Friendships, Family, Food & Diversity | The Inexplicable Logic of My Life REVIEW

Hello and happy slightly-belated book birthday to this novel! I hope you’re all doing well. ❤ I wanted to have this review up yesterday when it was released, but unfortunately, life got in the way.

But anyway! It’s been a long time since I read something like this book. It was a really nice read. I finished it pretty quickly, as well, considering the fact that it had a very slow paced plot. But, despite the plot, what I loved most was the characters and how it focused on them. That was what made this book so wonderful to read. Although, the general consensus around this book according to other bloggers is that Aristotle and Dante was better–I can’t vouch for this, personally, as I have never read it, but if you have read Aristotle and Dante and loved it, your best bet is probably to go into this one with lowered expectations. Let’s just get into the full review, shall we?

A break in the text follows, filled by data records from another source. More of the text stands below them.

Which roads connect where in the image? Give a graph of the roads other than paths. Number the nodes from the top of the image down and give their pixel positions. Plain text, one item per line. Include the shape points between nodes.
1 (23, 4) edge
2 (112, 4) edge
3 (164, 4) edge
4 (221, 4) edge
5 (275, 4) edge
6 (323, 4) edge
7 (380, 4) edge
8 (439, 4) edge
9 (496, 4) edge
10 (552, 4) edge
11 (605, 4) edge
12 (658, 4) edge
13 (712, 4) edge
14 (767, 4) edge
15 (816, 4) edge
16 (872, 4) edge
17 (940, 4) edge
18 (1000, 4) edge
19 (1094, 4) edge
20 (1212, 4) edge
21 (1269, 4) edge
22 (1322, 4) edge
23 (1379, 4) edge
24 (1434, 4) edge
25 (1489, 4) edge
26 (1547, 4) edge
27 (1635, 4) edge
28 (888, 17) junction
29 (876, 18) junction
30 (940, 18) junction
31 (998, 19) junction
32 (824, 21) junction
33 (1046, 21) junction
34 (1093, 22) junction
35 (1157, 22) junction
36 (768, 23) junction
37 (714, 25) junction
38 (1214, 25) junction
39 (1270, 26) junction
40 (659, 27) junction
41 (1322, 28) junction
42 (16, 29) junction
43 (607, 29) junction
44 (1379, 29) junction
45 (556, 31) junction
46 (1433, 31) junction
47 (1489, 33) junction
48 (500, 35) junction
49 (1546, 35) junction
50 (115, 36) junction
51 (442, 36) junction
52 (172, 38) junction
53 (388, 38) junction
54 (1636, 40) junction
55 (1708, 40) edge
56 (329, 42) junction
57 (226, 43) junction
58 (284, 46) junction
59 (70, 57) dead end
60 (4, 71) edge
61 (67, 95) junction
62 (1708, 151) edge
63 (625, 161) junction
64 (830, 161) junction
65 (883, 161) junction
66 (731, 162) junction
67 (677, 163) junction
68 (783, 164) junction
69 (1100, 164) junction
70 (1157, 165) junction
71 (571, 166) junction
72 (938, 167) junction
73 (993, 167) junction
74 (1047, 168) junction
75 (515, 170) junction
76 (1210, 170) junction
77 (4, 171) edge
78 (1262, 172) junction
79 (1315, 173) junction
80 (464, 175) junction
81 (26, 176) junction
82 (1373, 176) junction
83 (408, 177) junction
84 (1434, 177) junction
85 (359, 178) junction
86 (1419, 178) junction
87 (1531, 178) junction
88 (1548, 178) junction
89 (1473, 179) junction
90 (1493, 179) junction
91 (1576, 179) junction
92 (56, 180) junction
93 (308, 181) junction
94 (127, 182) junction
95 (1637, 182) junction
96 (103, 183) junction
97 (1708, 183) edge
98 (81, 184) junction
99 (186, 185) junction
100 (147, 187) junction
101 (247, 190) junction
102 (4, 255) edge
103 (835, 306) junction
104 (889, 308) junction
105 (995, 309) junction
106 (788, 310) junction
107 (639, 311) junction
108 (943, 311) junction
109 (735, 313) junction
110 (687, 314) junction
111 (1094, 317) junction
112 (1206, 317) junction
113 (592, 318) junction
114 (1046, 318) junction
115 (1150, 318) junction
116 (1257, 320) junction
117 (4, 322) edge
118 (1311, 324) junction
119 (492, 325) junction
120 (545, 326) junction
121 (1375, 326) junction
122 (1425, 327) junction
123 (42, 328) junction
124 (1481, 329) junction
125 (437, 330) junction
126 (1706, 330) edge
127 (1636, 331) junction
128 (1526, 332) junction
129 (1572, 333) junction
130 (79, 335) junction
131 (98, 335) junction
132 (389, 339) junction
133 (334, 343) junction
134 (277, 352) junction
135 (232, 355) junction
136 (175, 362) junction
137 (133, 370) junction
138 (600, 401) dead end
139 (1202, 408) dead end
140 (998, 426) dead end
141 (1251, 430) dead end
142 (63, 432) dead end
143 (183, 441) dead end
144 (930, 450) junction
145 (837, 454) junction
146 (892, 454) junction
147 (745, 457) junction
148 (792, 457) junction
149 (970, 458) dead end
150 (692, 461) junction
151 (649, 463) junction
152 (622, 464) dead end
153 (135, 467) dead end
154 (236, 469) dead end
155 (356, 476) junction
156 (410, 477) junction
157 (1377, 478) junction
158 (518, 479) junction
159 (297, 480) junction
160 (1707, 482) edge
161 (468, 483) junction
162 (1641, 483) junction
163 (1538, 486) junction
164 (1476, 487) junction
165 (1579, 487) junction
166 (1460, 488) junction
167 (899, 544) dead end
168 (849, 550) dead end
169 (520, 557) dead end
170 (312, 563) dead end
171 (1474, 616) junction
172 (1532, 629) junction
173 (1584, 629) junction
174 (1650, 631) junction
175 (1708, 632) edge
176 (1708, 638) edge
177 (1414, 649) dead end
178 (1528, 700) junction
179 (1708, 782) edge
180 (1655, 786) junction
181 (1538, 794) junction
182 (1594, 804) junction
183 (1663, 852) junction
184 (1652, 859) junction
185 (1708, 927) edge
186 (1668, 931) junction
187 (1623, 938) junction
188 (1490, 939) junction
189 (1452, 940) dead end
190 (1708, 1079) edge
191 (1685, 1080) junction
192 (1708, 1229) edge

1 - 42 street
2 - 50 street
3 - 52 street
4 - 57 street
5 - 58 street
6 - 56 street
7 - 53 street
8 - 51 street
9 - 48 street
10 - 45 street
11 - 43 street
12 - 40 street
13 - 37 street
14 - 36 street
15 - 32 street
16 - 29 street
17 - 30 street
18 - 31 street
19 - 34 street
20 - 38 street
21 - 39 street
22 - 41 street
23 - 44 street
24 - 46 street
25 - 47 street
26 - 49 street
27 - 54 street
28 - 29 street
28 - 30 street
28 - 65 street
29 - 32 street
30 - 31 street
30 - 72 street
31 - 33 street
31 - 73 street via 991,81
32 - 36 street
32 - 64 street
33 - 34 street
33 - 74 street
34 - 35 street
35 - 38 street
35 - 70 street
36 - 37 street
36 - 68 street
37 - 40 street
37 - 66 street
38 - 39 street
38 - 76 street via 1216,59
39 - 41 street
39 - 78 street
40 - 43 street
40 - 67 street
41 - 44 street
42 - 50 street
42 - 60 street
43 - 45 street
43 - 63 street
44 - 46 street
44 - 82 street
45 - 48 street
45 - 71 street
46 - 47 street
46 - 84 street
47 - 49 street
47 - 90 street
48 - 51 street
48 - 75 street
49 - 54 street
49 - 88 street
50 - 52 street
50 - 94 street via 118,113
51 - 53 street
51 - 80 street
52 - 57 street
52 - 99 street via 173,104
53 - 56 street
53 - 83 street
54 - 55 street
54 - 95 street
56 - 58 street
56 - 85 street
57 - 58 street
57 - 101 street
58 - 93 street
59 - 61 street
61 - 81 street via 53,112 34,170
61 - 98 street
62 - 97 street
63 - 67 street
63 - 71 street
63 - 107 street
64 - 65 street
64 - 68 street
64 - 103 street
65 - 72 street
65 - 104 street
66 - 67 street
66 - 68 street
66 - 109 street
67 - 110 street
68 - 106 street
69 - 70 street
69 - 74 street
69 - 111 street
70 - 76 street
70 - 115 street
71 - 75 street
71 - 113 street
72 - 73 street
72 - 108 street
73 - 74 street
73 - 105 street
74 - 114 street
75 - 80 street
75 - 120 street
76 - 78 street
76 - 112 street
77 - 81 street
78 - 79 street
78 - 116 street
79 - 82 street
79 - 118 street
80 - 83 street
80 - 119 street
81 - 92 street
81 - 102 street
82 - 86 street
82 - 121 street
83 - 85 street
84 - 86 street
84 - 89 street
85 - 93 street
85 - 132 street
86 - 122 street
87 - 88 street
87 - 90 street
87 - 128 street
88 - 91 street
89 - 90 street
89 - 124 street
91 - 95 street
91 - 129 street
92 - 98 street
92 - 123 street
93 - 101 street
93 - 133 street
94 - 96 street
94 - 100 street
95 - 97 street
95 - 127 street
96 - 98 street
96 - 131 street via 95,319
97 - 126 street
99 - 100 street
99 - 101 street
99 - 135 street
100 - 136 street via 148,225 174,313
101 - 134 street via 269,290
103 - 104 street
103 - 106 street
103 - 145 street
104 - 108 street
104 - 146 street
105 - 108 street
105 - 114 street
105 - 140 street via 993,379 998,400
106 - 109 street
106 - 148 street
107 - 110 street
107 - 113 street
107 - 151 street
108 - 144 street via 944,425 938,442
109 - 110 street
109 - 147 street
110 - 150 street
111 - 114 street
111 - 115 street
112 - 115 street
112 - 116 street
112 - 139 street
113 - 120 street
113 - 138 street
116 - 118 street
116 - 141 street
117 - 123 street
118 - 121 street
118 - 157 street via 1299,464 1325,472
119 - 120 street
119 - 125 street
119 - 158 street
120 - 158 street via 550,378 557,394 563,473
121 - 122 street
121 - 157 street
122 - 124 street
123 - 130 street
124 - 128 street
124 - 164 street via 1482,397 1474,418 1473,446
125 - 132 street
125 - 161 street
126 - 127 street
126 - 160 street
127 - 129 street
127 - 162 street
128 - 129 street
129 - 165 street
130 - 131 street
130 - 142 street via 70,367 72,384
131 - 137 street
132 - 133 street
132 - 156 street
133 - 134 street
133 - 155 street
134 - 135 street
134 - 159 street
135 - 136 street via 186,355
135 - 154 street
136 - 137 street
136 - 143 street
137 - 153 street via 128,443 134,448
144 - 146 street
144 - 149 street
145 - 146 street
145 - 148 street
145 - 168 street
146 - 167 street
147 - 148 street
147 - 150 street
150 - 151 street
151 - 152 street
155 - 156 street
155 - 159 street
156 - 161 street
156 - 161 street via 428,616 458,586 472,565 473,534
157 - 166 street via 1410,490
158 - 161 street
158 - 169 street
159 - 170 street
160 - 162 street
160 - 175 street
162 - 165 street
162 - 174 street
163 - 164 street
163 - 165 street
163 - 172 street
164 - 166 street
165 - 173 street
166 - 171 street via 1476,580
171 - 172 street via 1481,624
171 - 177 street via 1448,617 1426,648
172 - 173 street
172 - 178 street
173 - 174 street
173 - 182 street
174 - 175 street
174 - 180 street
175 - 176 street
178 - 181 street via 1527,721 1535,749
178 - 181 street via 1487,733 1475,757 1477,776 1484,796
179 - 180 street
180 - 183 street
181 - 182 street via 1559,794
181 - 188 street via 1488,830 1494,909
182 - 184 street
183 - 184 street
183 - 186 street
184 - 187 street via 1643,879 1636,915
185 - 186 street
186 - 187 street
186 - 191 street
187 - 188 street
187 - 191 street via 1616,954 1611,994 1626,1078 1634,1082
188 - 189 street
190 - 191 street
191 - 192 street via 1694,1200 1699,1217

Disclaimer: I received an e-ARC thanks to Netgalley for review purposes! ❤ All opinions are my own. Oh, and all quotes mentioned are retrieved from the ARC, and may be changed in the final copy. Just a sidenote! 

the-inexplicable-logic-of-my-lifeThe Inexplicable Logic of My Life by Benjamin Alire Sáenz

Publication Date: March 7th 2017
Publisher: Clarion Books
Genre(s): Contemporary, Young-Adult
Series Status: N/A–Stand Alone
Page Count: 464
Source & Format: Netgalley eARC

Synopsis from Goodreads:

From the multi-award-winning author of Aristotle and Dante Discover, the Secrets of the Universe comes a gorgeous new story about love, identity, and families lost and found.

Sal used to know his place with his adoptive gay father, their loving Mexican-American family, and his best friend, Samantha. But it’s senior year, and suddenly Sal is throwing punches, questioning everything, and realizing he no longer knows himself. If Sal’s not who he thought he was, who is he?

This humor-infused, warmly humane look at universal questions of belonging is a triumph.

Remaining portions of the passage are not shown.